What this task involves: Leave out the images; return the rest of the data exactly.

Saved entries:
◆ ◆ ◆

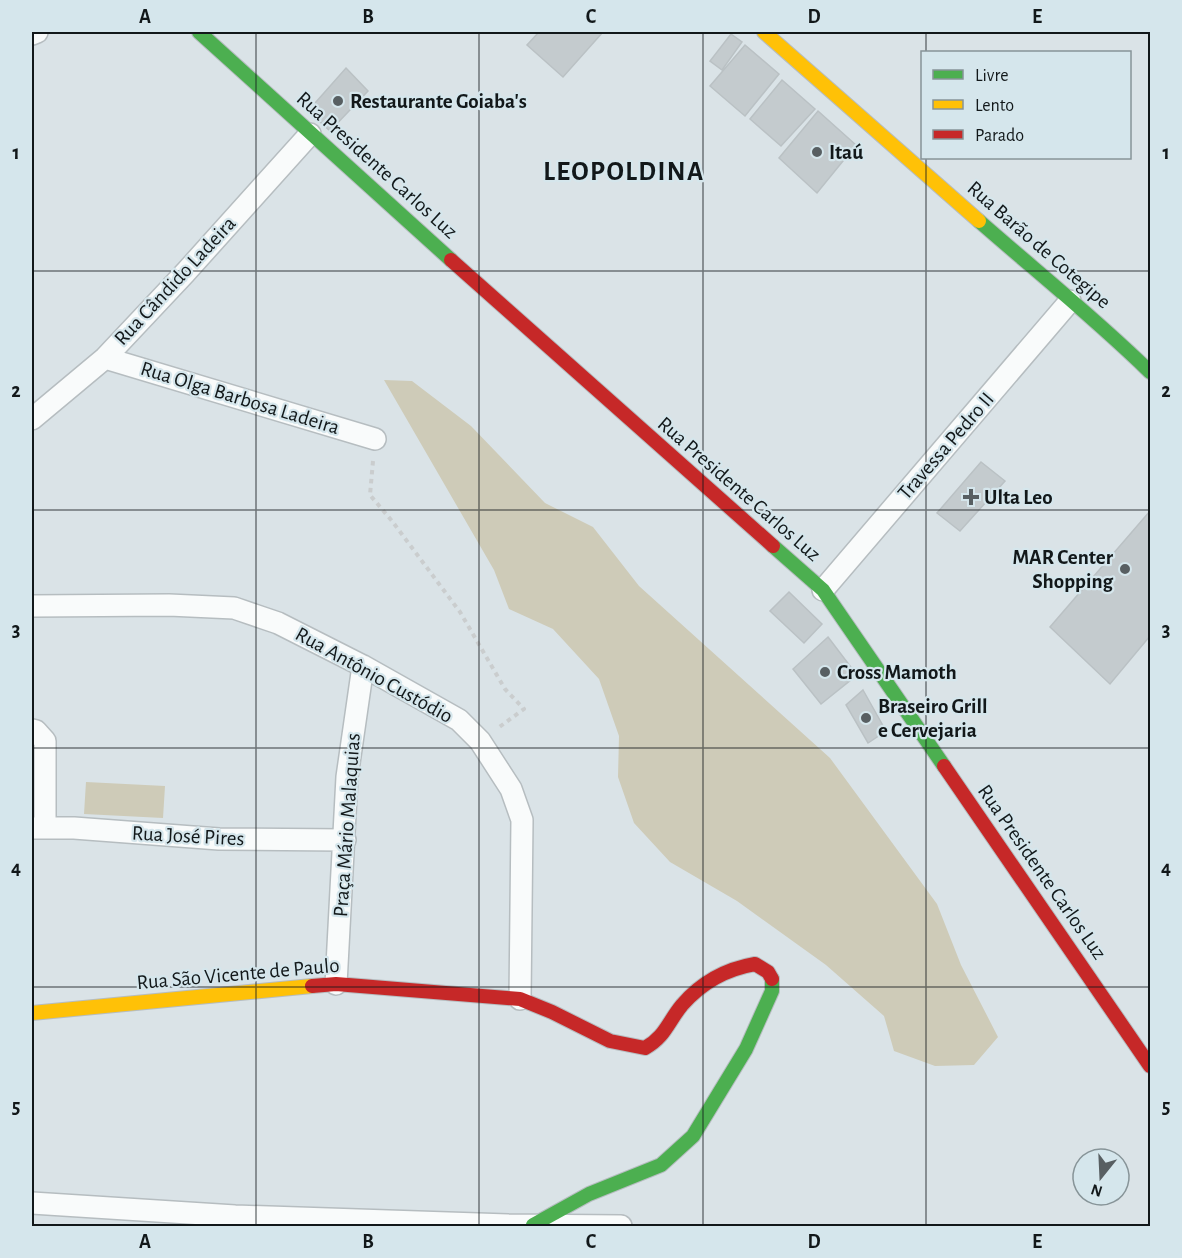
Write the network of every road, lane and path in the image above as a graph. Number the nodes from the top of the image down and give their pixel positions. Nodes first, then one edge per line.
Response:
1 (37, 32) edge
2 (199, 32) edge
3 (764, 32) edge
4 (32, 34) edge
5 (310, 134) junction
6 (1070, 301) junction
7 (105, 358) junction
8 (1150, 372) edge
9 (32, 419) edge
10 (375, 439) joint
11 (822, 590) junction
12 (32, 606) edge
13 (363, 666) junction
14 (32, 730) edge
15 (480, 741) junction
16 (38, 828) edge
17 (345, 840) junction
18 (336, 984) junction
19 (520, 999) junction
20 (32, 1013) edge
21 (1150, 1066) edge
22 (32, 1203) edge
23 (533, 1225) junction
24 (621, 1227) edge

1 - 4 street
2 - 5 street, Rua Presidente Carlos Luz
3 - 6 street, Rua Barão de Cotegipe
5 - 7 street, Rua Cândido Ladeira
5 - 11 street, Rua Presidente Carlos Luz
6 - 8 street, Rua Barão de Cotegipe
6 - 11 street, Travessa Pedro II
7 - 9 street, Rua Cândido Ladeira
7 - 10 street, Rua Olga Barbosa Ladeira
10 - 15 path
11 - 21 street, Rua Presidente Carlos Luz
12 - 13 street, Rua Antônio Custódio
13 - 15 street, Rua Antônio Custódio
13 - 17 street, Praça Mário Malaquias
14 - 16 street
15 - 19 street, Rua Antônio Custódio
16 - 17 street, Rua José Pires
17 - 18 street, Praça Mário Malaquias
18 - 19 street, Rua São Vicente de Paulo
18 - 20 street, Rua São Vicente de Paulo
19 - 23 street, Rua São Vicente de Paulo
22 - 23 street
23 - 24 street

◆ ◆ ◆

Output for this exercise:
Write the network of every road, lane and path in the image above as a graph. Number the nodes from the top of the image down and give their pixel positions. Nodes first, then one edge per line.
Response:
1 (37, 32) edge
2 (199, 32) edge
3 (764, 32) edge
4 (32, 34) edge
5 (310, 134) junction
6 (1070, 301) junction
7 (105, 358) junction
8 (1150, 372) edge
9 (32, 419) edge
10 (375, 439) joint
11 (822, 590) junction
12 (32, 606) edge
13 (363, 666) junction
14 (32, 730) edge
15 (480, 741) junction
16 (38, 828) edge
17 (345, 840) junction
18 (336, 984) junction
19 (520, 999) junction
20 (32, 1013) edge
21 (1150, 1066) edge
22 (32, 1203) edge
23 (533, 1225) junction
24 (621, 1227) edge

1 - 4 street
2 - 5 street, Rua Presidente Carlos Luz
3 - 6 street, Rua Barão de Cotegipe
5 - 7 street, Rua Cândido Ladeira
5 - 11 street, Rua Presidente Carlos Luz
6 - 8 street, Rua Barão de Cotegipe
6 - 11 street, Travessa Pedro II
7 - 9 street, Rua Cândido Ladeira
7 - 10 street, Rua Olga Barbosa Ladeira
10 - 15 path
11 - 21 street, Rua Presidente Carlos Luz
12 - 13 street, Rua Antônio Custódio
13 - 15 street, Rua Antônio Custódio
13 - 17 street, Praça Mário Malaquias
14 - 16 street
15 - 19 street, Rua Antônio Custódio
16 - 17 street, Rua José Pires
17 - 18 street, Praça Mário Malaquias
18 - 19 street, Rua São Vicente de Paulo
18 - 20 street, Rua São Vicente de Paulo
19 - 23 street, Rua São Vicente de Paulo
22 - 23 street
23 - 24 street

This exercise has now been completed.